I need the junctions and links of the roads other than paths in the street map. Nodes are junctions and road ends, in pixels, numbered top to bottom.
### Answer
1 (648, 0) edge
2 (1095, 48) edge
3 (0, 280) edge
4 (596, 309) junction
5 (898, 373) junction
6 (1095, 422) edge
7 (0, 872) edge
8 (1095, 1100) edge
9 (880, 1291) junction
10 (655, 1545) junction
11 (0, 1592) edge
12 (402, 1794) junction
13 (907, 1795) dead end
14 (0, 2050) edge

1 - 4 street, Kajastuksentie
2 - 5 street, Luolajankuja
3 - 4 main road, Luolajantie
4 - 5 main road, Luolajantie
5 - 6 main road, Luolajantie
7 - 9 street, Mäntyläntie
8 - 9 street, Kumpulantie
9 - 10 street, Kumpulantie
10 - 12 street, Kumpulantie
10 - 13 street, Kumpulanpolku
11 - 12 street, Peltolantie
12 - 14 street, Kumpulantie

==================================================

Problem to work on:
Transcribe the listing above verbatim.

Result below:
I need the junctions and links of the roads other than paths in the street map. Nodes are junctions and road ends, in pixels, numbered top to bottom.
### Answer
1 (648, 0) edge
2 (1095, 48) edge
3 (0, 280) edge
4 (596, 309) junction
5 (898, 373) junction
6 (1095, 422) edge
7 (0, 872) edge
8 (1095, 1100) edge
9 (880, 1291) junction
10 (655, 1545) junction
11 (0, 1592) edge
12 (402, 1794) junction
13 (907, 1795) dead end
14 (0, 2050) edge

1 - 4 street, Kajastuksentie
2 - 5 street, Luolajankuja
3 - 4 main road, Luolajantie
4 - 5 main road, Luolajantie
5 - 6 main road, Luolajantie
7 - 9 street, Mäntyläntie
8 - 9 street, Kumpulantie
9 - 10 street, Kumpulantie
10 - 12 street, Kumpulantie
10 - 13 street, Kumpulanpolku
11 - 12 street, Peltolantie
12 - 14 street, Kumpulantie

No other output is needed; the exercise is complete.